* Supplied information
--- --- ---

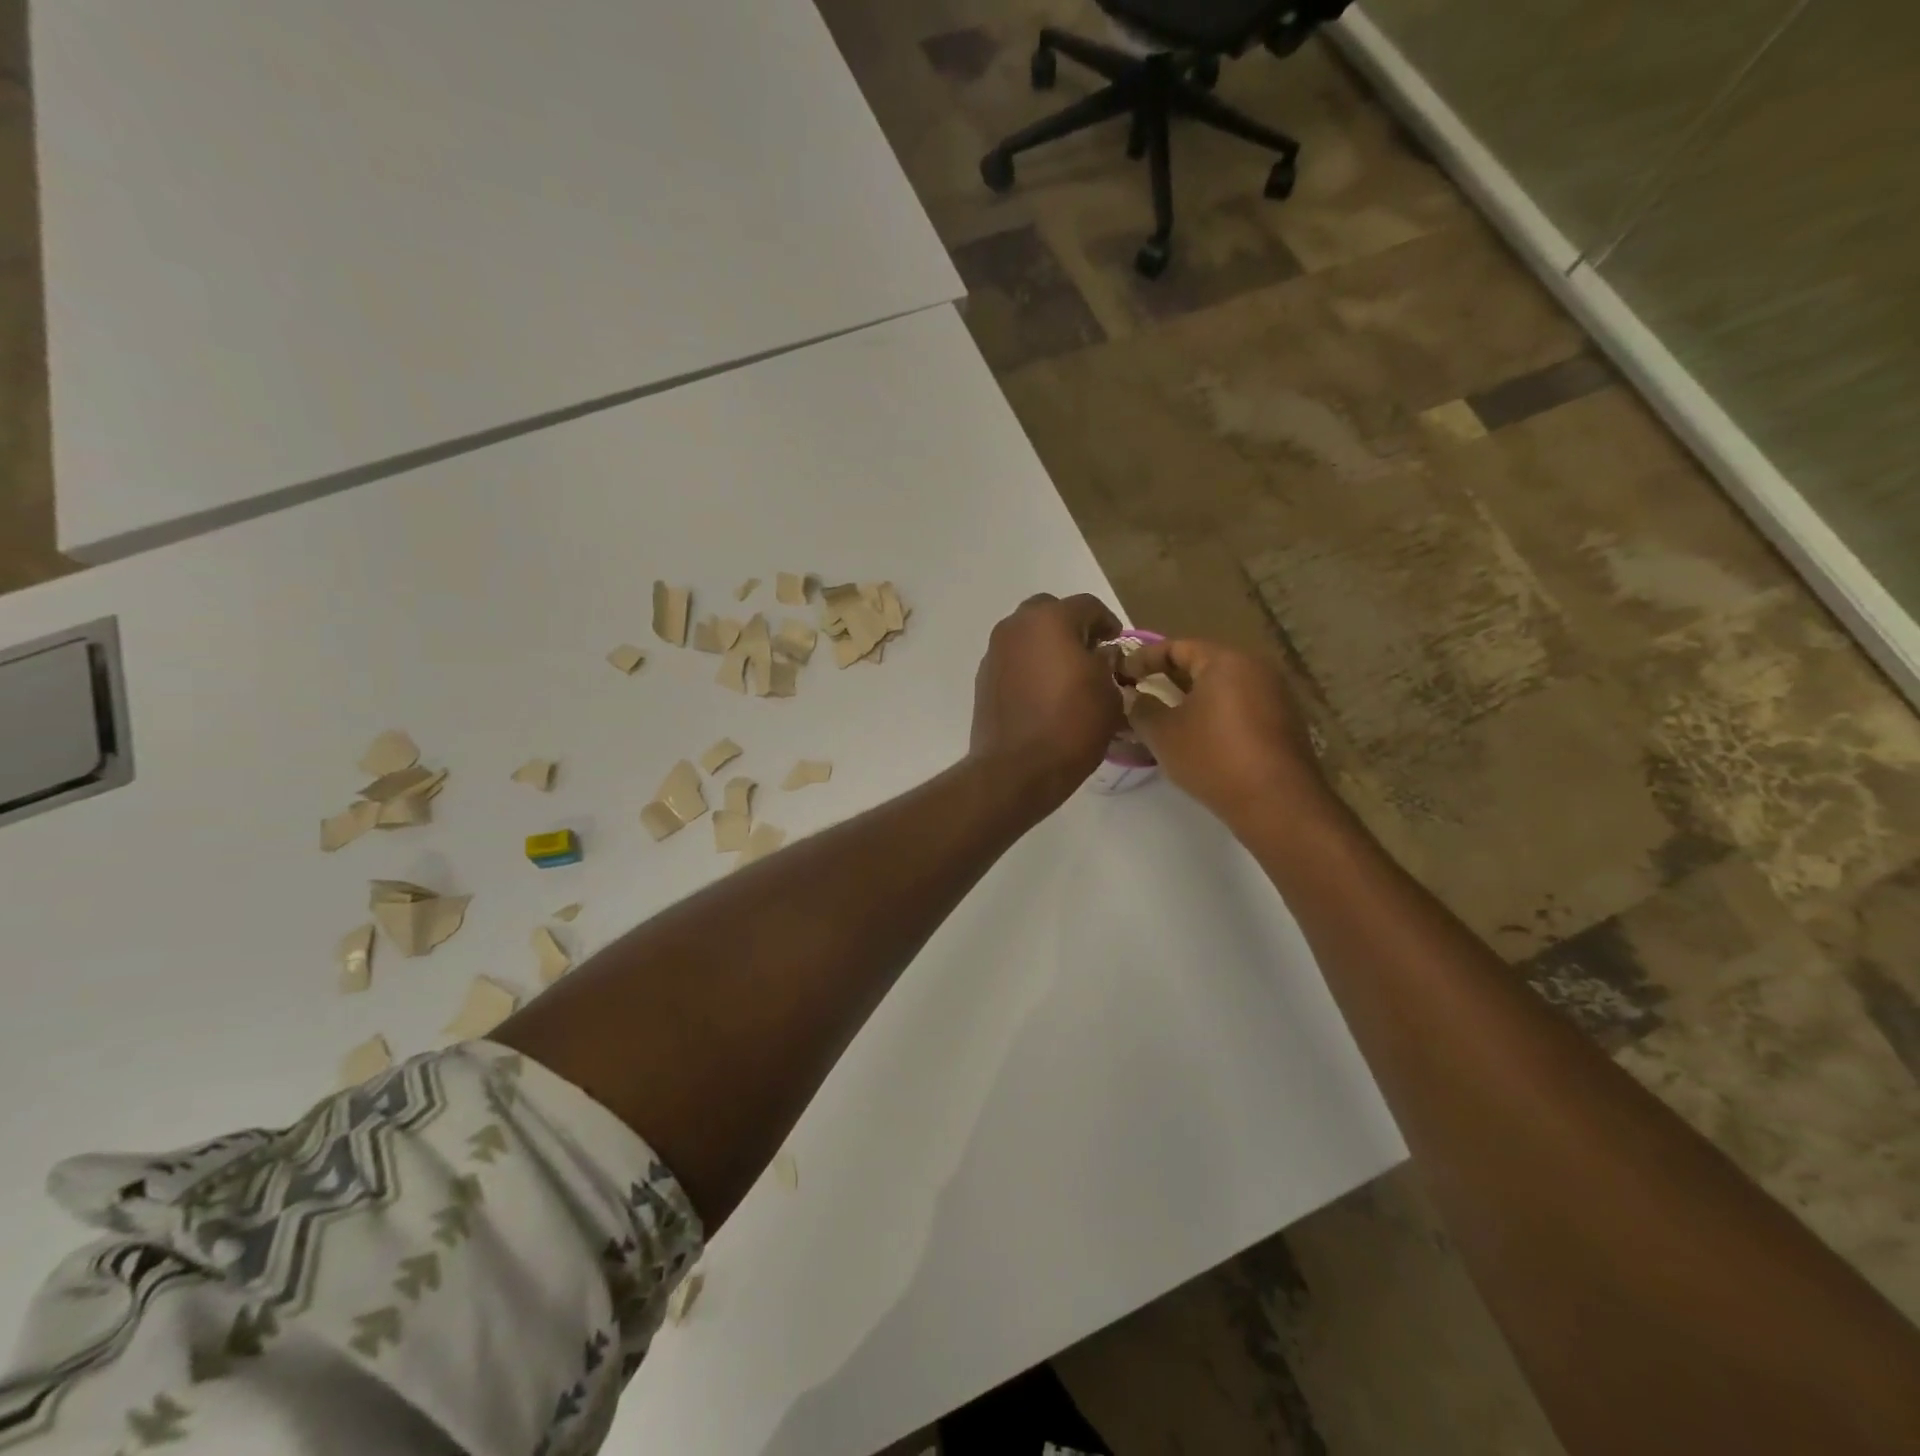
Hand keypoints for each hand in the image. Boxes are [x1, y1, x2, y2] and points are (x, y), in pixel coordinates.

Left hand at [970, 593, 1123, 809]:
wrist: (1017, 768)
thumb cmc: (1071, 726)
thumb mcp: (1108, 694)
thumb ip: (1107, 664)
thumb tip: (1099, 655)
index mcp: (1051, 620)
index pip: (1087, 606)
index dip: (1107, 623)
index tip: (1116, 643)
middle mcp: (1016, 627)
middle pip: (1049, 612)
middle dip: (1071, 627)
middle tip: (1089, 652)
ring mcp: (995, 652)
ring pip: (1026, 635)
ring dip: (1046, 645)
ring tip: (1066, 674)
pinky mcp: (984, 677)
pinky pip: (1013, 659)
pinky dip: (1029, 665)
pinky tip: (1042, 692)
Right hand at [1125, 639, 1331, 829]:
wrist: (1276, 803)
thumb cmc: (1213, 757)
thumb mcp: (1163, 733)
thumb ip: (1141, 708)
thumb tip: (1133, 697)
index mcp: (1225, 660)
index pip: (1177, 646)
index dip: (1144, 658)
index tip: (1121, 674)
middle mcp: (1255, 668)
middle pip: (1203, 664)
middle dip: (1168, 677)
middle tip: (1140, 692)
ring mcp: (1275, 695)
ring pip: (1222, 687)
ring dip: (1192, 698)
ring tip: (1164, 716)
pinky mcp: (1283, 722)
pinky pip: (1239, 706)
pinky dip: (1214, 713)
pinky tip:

--- --- ---

* Task statement
What is needed is an exact copy of the lines from the one containing "wrist: (1276, 803)" to the end of the data; please add nothing else.

* Solution for this exercise
wrist: (1276, 803)
thumb cmc: (1213, 757)
thumb mcp: (1163, 733)
thumb ip: (1141, 708)
thumb tip: (1133, 697)
index mcp: (1225, 660)
index pip: (1177, 646)
index dip: (1144, 658)
index tip: (1121, 674)
middle mcp: (1255, 668)
middle pip: (1203, 664)
middle dip: (1168, 677)
middle tip: (1140, 692)
ring mcp: (1275, 695)
ring pip: (1222, 687)
ring dip: (1192, 698)
ring tip: (1164, 716)
pinky mcp: (1283, 722)
pinky pip: (1239, 706)
pinky dip: (1214, 713)
pinky tip:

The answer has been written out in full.